> _What the task asks_
Output the listing below verbatim, without images.
================
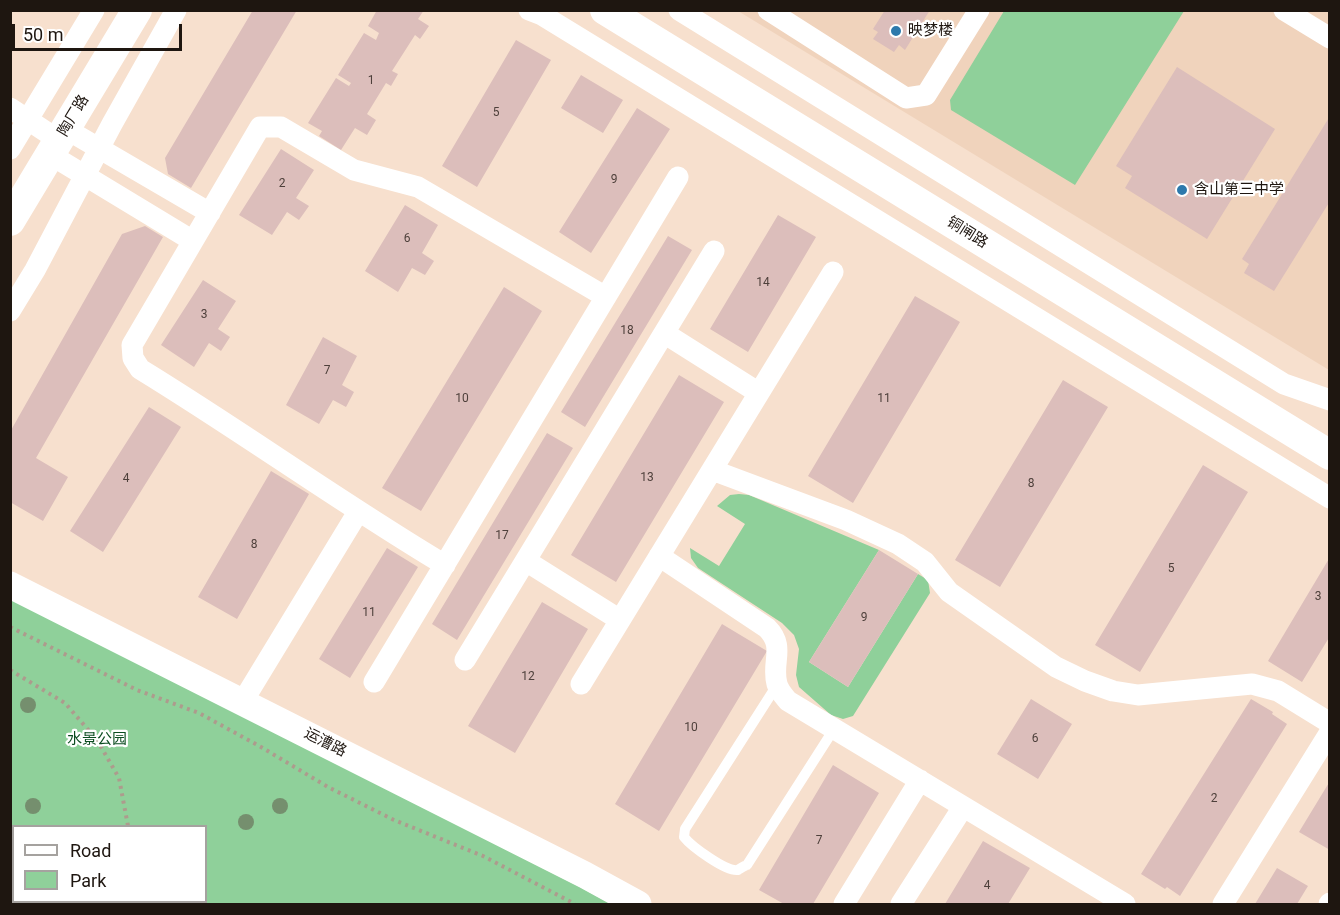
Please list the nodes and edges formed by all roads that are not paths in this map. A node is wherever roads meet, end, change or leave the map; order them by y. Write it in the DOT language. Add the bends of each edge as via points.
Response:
graph roads {
  1 [pos="93,10"];
  2 [pos="137,10"];
  3 [pos="176,10"];
  4 [pos="529,10"];
  5 [pos="605,10"];
  6 [pos="679,10"];
  7 [pos="768,10"];
  8 [pos="979,10"];
  9 [pos="1284,10"];
  10 [pos="1329,39"];
  11 [pos="19,114"];
  12 [pos="11,148"];
  13 [pos="55,148"];
  14 [pos="99,148"];
  15 [pos="85,175"];
  16 [pos="678,177"];
  17 [pos="210,213"];
  18 [pos="10,221"];
  19 [pos="193,241"];
  20 [pos="714,251"];
  21 [pos="833,272"];
  22 [pos="606,297"];
  23 [pos="10,311"];
  24 [pos="664,333"];
  25 [pos="759,393"];
  26 [pos="1329,400"];
  27 [pos="1329,455"];
  28 [pos="712,470"];
  29 [pos="1329,498"];
  30 [pos="358,512"];
  31 [pos="659,556"];
  32 [pos="526,561"];
  33 [pos="445,565"];
  34 [pos="10,585"];
  35 [pos="620,620"];
  36 [pos="465,660"];
  37 [pos="374,682"];
  38 [pos="581,684"];
  39 [pos="777,685"];
  40 [pos="243,701"];
  41 [pos="1329,723"];
  42 [pos="834,729"];
  43 [pos="1329,732"];
  44 [pos="920,780"];
  45 [pos="963,807"];
  46 [pos="638,904"];
  47 [pos="844,904"];
  48 [pos="901,904"];
  49 [pos="1125,904"];
  50 [pos="1223,904"];
  1 -- 11 [label="street"];
  2 -- 13 [label="main road, 陶厂路"];
  3 -- 14 [label="street"];
  4 -- 29 [label="street" via="543,15"];
  5 -- 27 [label="main road, 铜闸路"];
  6 -- 26 [label="street" via="1284,384"];
  7 -- 8 [label="street" via="906,98 926,95"];
  9 -- 10 [label="street"];
  11 -- 12 [label="street"];
  11 -- 13 [label="street"];
  12 -- 13 [label="street"];
  13 -- 14 [label="street"];
  13 -- 15 [label="street"];
  13 -- 18 [label="main road, 陶厂路"];
  14 -- 15 [label="street"];
  14 -- 17 [label="street"];
  15 -- 19 [label="street"];
  15 -- 23 [label="street"];
  16 -- 22 [label="street"];
  17 -- 19 [label="street"];
  17 -- 22 [label="street" via="260,127 281,128 354,170 418,187"];
  19 -- 30 [label="street" via="132,345 132,358 140,369"];
  20 -- 24 [label="street"];
  21 -- 25 [label="street"];
  22 -- 33 [label="street"];
  24 -- 25 [label="street"];
  24 -- 32 [label="street"];
  25 -- 28 [label="street"];
  28 -- 31 [label="street"];
  28 -- 41 [label="street" via="846,520 898,544 925,562 949,592 1056,668 1085,681 1138,695 1252,684 1278,691"];
  30 -- 33 [label="street"];
  30 -- 40 [label="street"];
  31 -- 35 [label="street"];
  31 -- 39 [label="street" via="775,635"];
  32 -- 35 [label="street"];
  32 -- 36 [label="street"];
  33 -- 37 [label="street"];
  34 -- 40 [label="street, 运漕路"];
  35 -- 38 [label="street"];
  39 -- 42 [label="street" via="788,701"];
  39 -- 42 [label="lane" via="684,828 690,845 730,869 739,870 747,865"];
  40 -- 46 [label="street, 运漕路"];
  42 -- 44 [label="street"];
  43 -- 50 [label="street"];
  44 -- 45 [label="street"];
  44 -- 47 [label="street"];
  45 -- 48 [label="street"];
  45 -- 49 [label="street"];
}
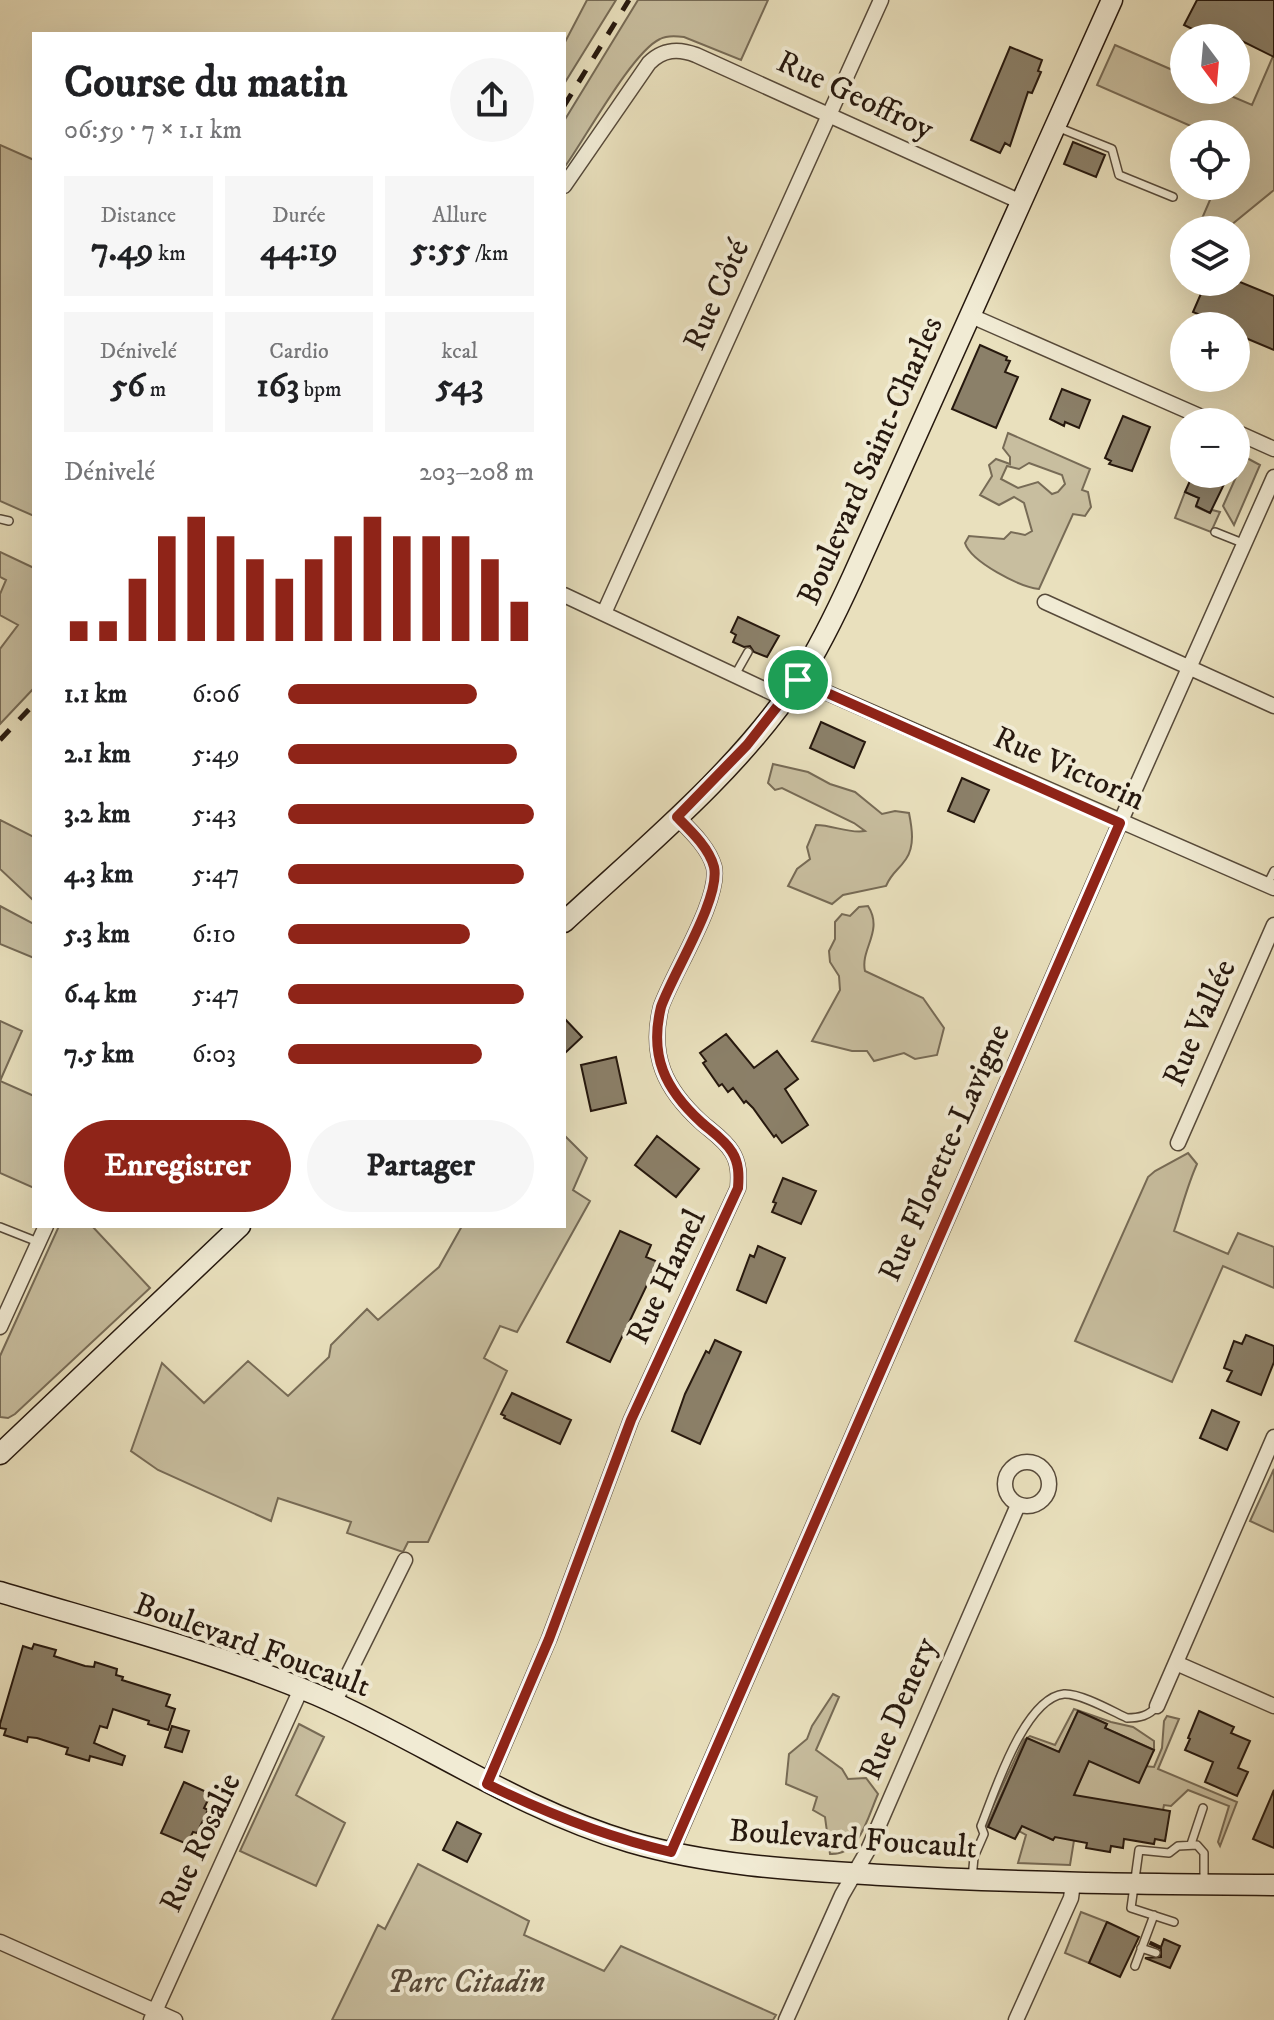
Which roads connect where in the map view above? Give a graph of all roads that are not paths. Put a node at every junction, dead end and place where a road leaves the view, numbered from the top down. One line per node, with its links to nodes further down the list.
1 (881, 0): 3 (street, Rue Côté)
2 (1112, 0): 4 (street, Boulevard Saint-Charles)
3 (830, 114): 5 (street, Rue Geoffroy); 7 (street, Rue Geoffroy); 17 (street, Rue Côté)
4 (1055, 126): 6 (lane); 7 (street, Boulevard Saint-Charles)
5 (566, 183)
6 (1170, 196)
7 (1021, 202): 8 (street, Boulevard Saint-Charles)
8 (969, 315): 9 (street); 21 (street, Boulevard Saint-Charles)
9 (1181, 408)
10 (1250, 438): 11 (street)
11 (1274, 449)
12 (1274, 477): 14 (street, Rue Florette-Lavigne)
13 (1215, 532): 14 (lane)
14 (1245, 544): 19 (street, Rue Florette-Lavigne)
15 (566, 596): 17 (street)
16 (1045, 602): 19 (street)
17 (604, 613): 20 (street)
18 (748, 652): 20 (lane)
19 (1189, 668): 23 (street); 25 (street, Rue Florette-Lavigne)
20 (735, 675): 22 (street)
21 (798, 680): 22 (street, Boulevard Saint-Charles); 25 (street, Rue Victorin)
22 (785, 699): 24 (street, Boulevard Saint-Charles)
23 (1274, 706)
24 (677, 817): 28 (street, Boulevard Saint-Charles); 46 (street, Rue Hamel)
25 (1120, 823): 27 (street, Rue Victorin); 49 (street, Rue Florette-Lavigne)
26 (1274, 871): 27 (lane)
27 (1270, 886)
28 (566, 920)
29 (1274, 925): 30 (street, Rue Vallée)
30 (1178, 1143)
31 (0, 1227): 34 (lane)
32 (45, 1228): 34 (street)
33 (238, 1228): 37 (street)
34 (38, 1242): 35 (street)
35 (0, 1327)
36 (1274, 1437): 41 (street)
37 (3, 1443)
38 (1018, 1505): 50 (street, Rue Denery)
39 (405, 1560): 43 (street)
40 (0, 1592): 42 (street, Boulevard Foucault)
41 (1176, 1663): 44 (street); 45 (street)
42 (301, 1689): 43 (street, Boulevard Foucault); 62 (street, Rue Rosalie)
43 (334, 1703): 46 (street, Boulevard Foucault)
44 (1157, 1706): 51 (lane)
45 (1274, 1706)
46 (487, 1784): 49 (street, Boulevard Foucault)
47 (1203, 1808): 48 (lane)
48 (1191, 1844): 53 (lane); 54 (lane)
49 (671, 1852): 50 (street, Boulevard Foucault)
50 (855, 1873): 51 (street, Boulevard Foucault); 64 (street, Rue Denery)
51 (972, 1879): 52 (street, Boulevard Foucault)
52 (1073, 1883): 53 (street, Boulevard Foucault); 65 (street)
53 (1132, 1884): 54 (street, Boulevard Foucault); 56 (lane)
54 (1204, 1885): 55 (street, Boulevard Foucault)
55 (1274, 1885)
56 (1154, 1915): 57 (lane); 59 (lane)
57 (1174, 1922)
58 (0, 1942): 62 (street)
59 (1141, 1948): 60 (lane); 61 (lane)
60 (1156, 1953)
61 (1135, 1966)
62 (153, 2016): 63 (street)
63 (175, 2020)
64 (786, 2020)
65 (1016, 2020)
================
> _Solution_
Please list the nodes and edges formed by all roads that are not paths in this map. A node is wherever roads meet, end, change or leave the map; order them by y. Write it in the DOT language. Add the bends of each edge as via points.
Response:
graph roads {
  1 [pos="93,10"];
  2 [pos="137,10"];
  3 [pos="176,10"];
  4 [pos="529,10"];
  5 [pos="605,10"];
  6 [pos="679,10"];
  7 [pos="768,10"];
  8 [pos="979,10"];
  9 [pos="1284,10"];
  10 [pos="1329,39"];
  11 [pos="19,114"];
  12 [pos="11,148"];
  13 [pos="55,148"];
  14 [pos="99,148"];
  15 [pos="85,175"];
  16 [pos="678,177"];
  17 [pos="210,213"];
  18 [pos="10,221"];
  19 [pos="193,241"];
  20 [pos="714,251"];
  21 [pos="833,272"];
  22 [pos="606,297"];
  23 [pos="10,311"];
  24 [pos="664,333"];
  25 [pos="759,393"];
  26 [pos="1329,400"];
  27 [pos="1329,455"];
  28 [pos="712,470"];
  29 [pos="1329,498"];
  30 [pos="358,512"];
  31 [pos="659,556"];
  32 [pos="526,561"];
  33 [pos="445,565"];
  34 [pos="10,585"];
  35 [pos="620,620"];
  36 [pos="465,660"];
  37 [pos="374,682"];
  38 [pos="581,684"];
  39 [pos="777,685"];
  40 [pos="243,701"];
  41 [pos="1329,723"];
  42 [pos="834,729"];
  43 [pos="1329,732"];
  44 [pos="920,780"];
  45 [pos="963,807"];
  46 [pos="638,904"];
  47 [pos="844,904"];
  48 [pos="901,904"];
  49 [pos="1125,904"];
  50 [pos="1223,904"];
  1 -- 11 [label="street"];
  2 -- 13 [label="main road, 陶厂路"];
  3 -- 14 [label="street"];
  4 -- 29 [label="street" via="543,15"];
  5 -- 27 [label="main road, 铜闸路"];
  6 -- 26 [label="street" via="1284,384"];
  7 -- 8 [label="street" via="906,98 926,95"];
  9 -- 10 [label="street"];
  11 -- 12 [label="street"];
  11 -- 13 [label="street"];
  12 -- 13 [label="street"];
  13 -- 14 [label="street"];
  13 -- 15 [label="street"];
  13 -- 18 [label="main road, 陶厂路"];
  14 -- 15 [label="street"];
  14 -- 17 [label="street"];
  15 -- 19 [label="street"];
  15 -- 23 [label="street"];
  16 -- 22 [label="street"];
  17 -- 19 [label="street"];
  17 -- 22 [label="street" via="260,127 281,128 354,170 418,187"];
  19 -- 30 [label="street" via="132,345 132,358 140,369"];
  20 -- 24 [label="street"];
  21 -- 25 [label="street"];
  22 -- 33 [label="street"];
  24 -- 25 [label="street"];
  24 -- 32 [label="street"];
  25 -- 28 [label="street"];
  28 -- 31 [label="street"];
  28 -- 41 [label="street" via="846,520 898,544 925,562 949,592 1056,668 1085,681 1138,695 1252,684 1278,691"];
  30 -- 33 [label="street"];
  30 -- 40 [label="street"];
  31 -- 35 [label="street"];
  31 -- 39 [label="street" via="775,635"];
  32 -- 35 [label="street"];
  32 -- 36 [label="street"];
  33 -- 37 [label="street"];
  34 -- 40 [label="street, 运漕路"];
  35 -- 38 [label="street"];
  39 -- 42 [label="street" via="788,701"];
  39 -- 42 [label="lane" via="684,828 690,845 730,869 739,870 747,865"];
  40 -- 46 [label="street, 运漕路"];
  42 -- 44 [label="street"];
  43 -- 50 [label="street"];
  44 -- 45 [label="street"];
  44 -- 47 [label="street"];
  45 -- 48 [label="street"];
  45 -- 49 [label="street"];
}
Which roads connect where in the map view above? Give a graph of all roads that are not paths. Put a node at every junction, dead end and place where a road leaves the view, numbered from the top down. One line per node, with its links to nodes further down the list.
1 (881, 0): 3 (street, Rue Côté)
2 (1112, 0): 4 (street, Boulevard Saint-Charles)
3 (830, 114): 5 (street, Rue Geoffroy); 7 (street, Rue Geoffroy); 17 (street, Rue Côté)
4 (1055, 126): 6 (lane); 7 (street, Boulevard Saint-Charles)
5 (566, 183)
6 (1170, 196)
7 (1021, 202): 8 (street, Boulevard Saint-Charles)
8 (969, 315): 9 (street); 21 (street, Boulevard Saint-Charles)
9 (1181, 408)
10 (1250, 438): 11 (street)
11 (1274, 449)
12 (1274, 477): 14 (street, Rue Florette-Lavigne)
13 (1215, 532): 14 (lane)
14 (1245, 544): 19 (street, Rue Florette-Lavigne)
15 (566, 596): 17 (street)
16 (1045, 602): 19 (street)
17 (604, 613): 20 (street)
18 (748, 652): 20 (lane)
19 (1189, 668): 23 (street); 25 (street, Rue Florette-Lavigne)
20 (735, 675): 22 (street)
21 (798, 680): 22 (street, Boulevard Saint-Charles); 25 (street, Rue Victorin)
22 (785, 699): 24 (street, Boulevard Saint-Charles)
23 (1274, 706)
24 (677, 817): 28 (street, Boulevard Saint-Charles); 46 (street, Rue Hamel)
25 (1120, 823): 27 (street, Rue Victorin); 49 (street, Rue Florette-Lavigne)
26 (1274, 871): 27 (lane)
27 (1270, 886)
28 (566, 920)
29 (1274, 925): 30 (street, Rue Vallée)
30 (1178, 1143)
31 (0, 1227): 34 (lane)
32 (45, 1228): 34 (street)
33 (238, 1228): 37 (street)
34 (38, 1242): 35 (street)
35 (0, 1327)
36 (1274, 1437): 41 (street)
37 (3, 1443)
38 (1018, 1505): 50 (street, Rue Denery)
39 (405, 1560): 43 (street)
40 (0, 1592): 42 (street, Boulevard Foucault)
41 (1176, 1663): 44 (street); 45 (street)
42 (301, 1689): 43 (street, Boulevard Foucault); 62 (street, Rue Rosalie)
43 (334, 1703): 46 (street, Boulevard Foucault)
44 (1157, 1706): 51 (lane)
45 (1274, 1706)
46 (487, 1784): 49 (street, Boulevard Foucault)
47 (1203, 1808): 48 (lane)
48 (1191, 1844): 53 (lane); 54 (lane)
49 (671, 1852): 50 (street, Boulevard Foucault)
50 (855, 1873): 51 (street, Boulevard Foucault); 64 (street, Rue Denery)
51 (972, 1879): 52 (street, Boulevard Foucault)
52 (1073, 1883): 53 (street, Boulevard Foucault); 65 (street)
53 (1132, 1884): 54 (street, Boulevard Foucault); 56 (lane)
54 (1204, 1885): 55 (street, Boulevard Foucault)
55 (1274, 1885)
56 (1154, 1915): 57 (lane); 59 (lane)
57 (1174, 1922)
58 (0, 1942): 62 (street)
59 (1141, 1948): 60 (lane); 61 (lane)
60 (1156, 1953)
61 (1135, 1966)
62 (153, 2016): 63 (street)
63 (175, 2020)
64 (786, 2020)
65 (1016, 2020)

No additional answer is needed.